[Saved data entries]
☆ ☆ ☆

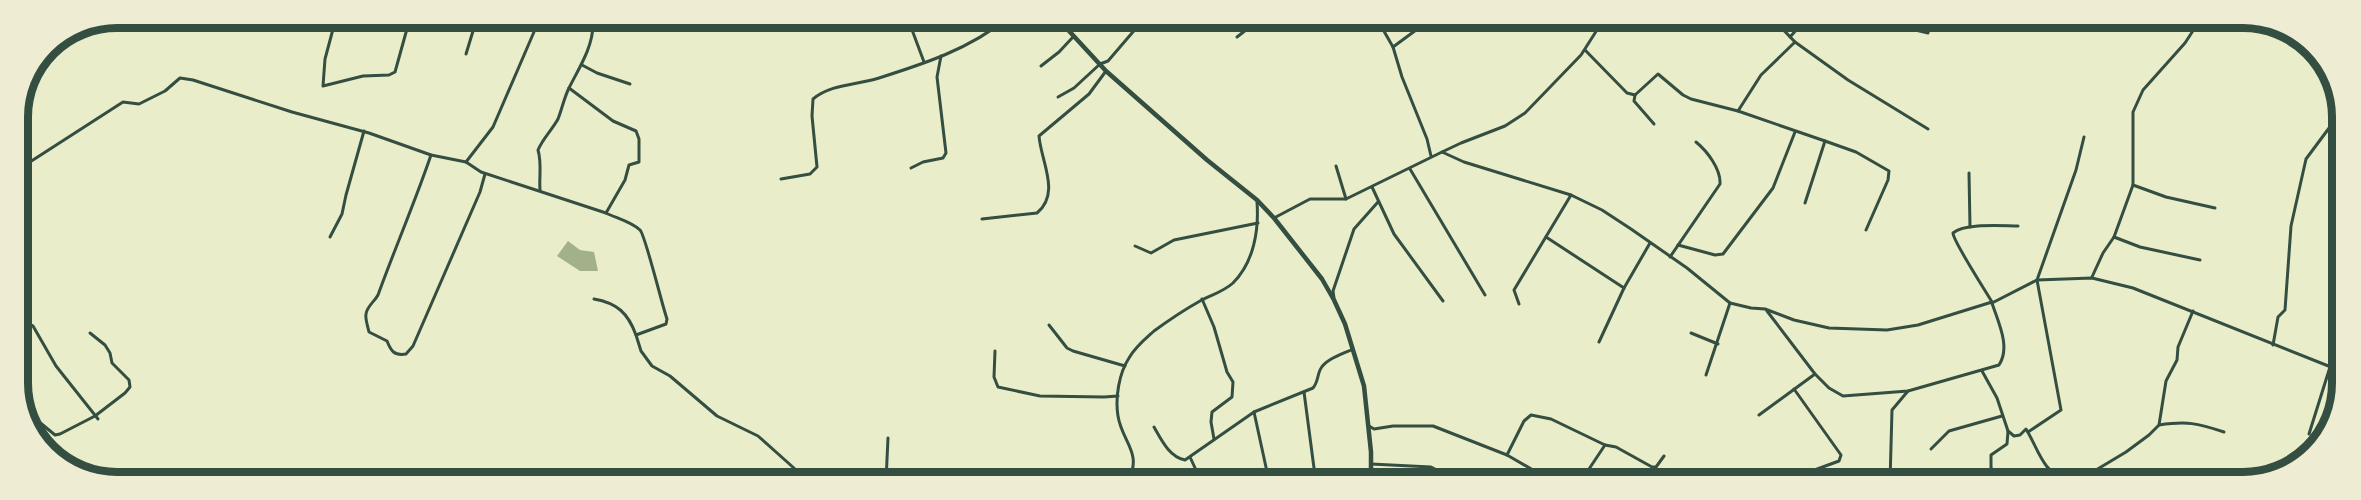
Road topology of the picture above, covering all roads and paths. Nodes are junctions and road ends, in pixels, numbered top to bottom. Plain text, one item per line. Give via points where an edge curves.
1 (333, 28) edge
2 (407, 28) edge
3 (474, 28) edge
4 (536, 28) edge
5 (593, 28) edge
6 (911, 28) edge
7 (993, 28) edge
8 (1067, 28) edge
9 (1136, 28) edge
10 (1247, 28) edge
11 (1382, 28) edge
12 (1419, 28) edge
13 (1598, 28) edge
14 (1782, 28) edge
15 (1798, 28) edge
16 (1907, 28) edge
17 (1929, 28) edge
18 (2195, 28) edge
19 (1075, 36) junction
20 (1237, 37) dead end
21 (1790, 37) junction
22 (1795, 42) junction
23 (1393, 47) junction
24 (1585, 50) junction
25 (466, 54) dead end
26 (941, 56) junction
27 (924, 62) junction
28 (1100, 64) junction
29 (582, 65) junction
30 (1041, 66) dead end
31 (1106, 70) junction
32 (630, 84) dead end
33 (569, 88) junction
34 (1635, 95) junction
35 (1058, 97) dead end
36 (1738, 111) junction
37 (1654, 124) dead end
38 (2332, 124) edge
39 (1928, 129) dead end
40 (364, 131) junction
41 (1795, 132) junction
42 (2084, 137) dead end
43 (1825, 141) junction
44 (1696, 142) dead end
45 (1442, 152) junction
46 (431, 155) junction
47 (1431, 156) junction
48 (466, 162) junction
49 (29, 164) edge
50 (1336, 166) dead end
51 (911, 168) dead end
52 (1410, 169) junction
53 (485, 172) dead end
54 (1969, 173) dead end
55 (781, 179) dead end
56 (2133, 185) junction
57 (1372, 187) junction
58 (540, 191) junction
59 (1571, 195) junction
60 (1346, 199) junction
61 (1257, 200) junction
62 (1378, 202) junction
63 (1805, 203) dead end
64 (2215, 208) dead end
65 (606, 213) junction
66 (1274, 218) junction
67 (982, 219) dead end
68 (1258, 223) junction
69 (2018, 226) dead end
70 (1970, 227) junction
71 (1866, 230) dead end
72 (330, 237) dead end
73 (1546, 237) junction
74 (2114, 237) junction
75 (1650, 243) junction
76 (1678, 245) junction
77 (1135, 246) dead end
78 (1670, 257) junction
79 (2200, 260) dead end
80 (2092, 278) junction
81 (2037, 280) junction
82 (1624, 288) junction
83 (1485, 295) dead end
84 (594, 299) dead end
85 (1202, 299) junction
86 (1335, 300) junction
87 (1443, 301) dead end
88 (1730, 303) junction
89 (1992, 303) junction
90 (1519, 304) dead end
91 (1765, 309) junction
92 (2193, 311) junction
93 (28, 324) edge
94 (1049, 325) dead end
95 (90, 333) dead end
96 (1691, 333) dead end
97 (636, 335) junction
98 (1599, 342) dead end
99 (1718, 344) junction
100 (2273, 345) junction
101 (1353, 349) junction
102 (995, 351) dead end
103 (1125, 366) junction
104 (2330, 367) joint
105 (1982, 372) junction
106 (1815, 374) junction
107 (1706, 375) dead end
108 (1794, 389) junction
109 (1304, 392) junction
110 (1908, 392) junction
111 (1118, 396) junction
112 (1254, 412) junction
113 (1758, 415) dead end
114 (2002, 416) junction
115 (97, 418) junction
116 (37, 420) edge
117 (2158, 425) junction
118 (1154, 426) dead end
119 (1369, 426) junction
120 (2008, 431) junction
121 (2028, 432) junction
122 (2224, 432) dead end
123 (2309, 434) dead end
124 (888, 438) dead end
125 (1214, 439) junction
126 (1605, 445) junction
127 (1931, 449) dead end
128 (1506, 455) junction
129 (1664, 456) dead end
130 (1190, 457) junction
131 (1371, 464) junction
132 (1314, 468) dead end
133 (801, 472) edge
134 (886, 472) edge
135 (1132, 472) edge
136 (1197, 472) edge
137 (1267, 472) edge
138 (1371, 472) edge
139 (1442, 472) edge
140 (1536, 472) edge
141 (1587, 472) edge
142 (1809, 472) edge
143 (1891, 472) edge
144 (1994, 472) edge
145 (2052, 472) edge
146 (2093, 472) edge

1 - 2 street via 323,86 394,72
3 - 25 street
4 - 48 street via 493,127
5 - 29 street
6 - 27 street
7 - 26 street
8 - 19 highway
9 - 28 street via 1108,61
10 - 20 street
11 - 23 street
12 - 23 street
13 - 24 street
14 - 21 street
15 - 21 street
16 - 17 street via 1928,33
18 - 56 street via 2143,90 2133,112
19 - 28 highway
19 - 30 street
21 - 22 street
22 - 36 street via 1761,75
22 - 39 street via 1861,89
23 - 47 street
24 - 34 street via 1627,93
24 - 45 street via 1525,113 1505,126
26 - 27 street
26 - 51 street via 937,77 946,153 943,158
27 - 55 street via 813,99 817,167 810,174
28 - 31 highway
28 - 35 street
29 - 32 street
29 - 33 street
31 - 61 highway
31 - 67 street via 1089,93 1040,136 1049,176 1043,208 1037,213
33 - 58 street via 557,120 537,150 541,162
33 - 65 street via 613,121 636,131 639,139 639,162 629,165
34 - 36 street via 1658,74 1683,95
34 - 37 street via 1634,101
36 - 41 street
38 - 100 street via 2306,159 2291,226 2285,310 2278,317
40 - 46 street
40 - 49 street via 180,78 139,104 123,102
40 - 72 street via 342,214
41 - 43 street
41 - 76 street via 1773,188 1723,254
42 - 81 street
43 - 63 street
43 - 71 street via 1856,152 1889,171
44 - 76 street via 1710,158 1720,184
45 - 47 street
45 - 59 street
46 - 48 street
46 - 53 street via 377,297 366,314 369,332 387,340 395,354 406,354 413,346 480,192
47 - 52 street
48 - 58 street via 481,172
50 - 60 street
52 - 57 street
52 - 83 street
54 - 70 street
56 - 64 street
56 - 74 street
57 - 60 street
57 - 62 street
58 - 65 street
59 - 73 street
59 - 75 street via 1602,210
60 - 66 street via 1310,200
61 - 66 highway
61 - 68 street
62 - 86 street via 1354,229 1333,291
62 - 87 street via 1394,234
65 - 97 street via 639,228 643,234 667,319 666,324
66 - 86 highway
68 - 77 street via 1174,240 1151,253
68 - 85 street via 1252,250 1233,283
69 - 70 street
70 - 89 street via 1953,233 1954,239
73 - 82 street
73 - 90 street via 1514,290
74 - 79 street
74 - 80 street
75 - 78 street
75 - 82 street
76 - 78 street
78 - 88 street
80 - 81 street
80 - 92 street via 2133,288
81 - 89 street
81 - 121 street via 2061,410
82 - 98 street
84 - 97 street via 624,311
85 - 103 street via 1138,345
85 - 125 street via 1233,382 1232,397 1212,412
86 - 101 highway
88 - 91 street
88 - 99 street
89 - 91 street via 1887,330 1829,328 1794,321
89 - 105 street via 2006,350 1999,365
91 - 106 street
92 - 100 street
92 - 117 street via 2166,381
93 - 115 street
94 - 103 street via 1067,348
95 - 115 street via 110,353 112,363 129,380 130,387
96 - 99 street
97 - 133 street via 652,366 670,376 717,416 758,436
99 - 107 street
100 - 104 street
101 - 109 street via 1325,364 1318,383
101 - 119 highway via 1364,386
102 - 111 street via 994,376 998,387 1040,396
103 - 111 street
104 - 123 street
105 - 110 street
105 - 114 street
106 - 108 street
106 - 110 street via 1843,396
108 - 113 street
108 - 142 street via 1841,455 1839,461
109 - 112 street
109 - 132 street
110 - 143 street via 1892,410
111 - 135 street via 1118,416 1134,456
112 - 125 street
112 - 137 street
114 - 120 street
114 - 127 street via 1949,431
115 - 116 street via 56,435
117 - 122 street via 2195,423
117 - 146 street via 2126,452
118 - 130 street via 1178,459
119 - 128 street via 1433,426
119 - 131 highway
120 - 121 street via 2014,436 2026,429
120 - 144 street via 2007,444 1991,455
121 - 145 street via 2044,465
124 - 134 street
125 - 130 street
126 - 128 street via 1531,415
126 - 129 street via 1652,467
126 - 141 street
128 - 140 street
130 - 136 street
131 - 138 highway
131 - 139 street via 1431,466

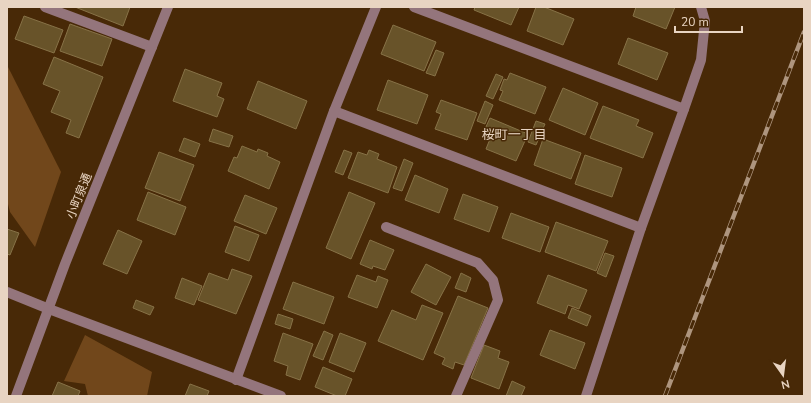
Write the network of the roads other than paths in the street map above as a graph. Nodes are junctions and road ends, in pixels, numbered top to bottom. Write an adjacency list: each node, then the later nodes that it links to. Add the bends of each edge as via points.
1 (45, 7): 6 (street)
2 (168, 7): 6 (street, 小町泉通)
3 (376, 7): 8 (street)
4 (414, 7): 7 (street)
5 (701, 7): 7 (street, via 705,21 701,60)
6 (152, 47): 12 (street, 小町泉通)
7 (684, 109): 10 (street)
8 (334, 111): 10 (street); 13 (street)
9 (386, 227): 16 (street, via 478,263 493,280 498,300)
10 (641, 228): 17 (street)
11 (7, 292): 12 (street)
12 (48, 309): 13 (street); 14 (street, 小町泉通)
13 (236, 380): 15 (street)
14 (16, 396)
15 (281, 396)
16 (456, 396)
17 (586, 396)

☆ ☆ ☆

== Directions for this task ==
Find how many lines contain "小町泉通" in the data. Write that number and nothing else.

== Written reply ==
3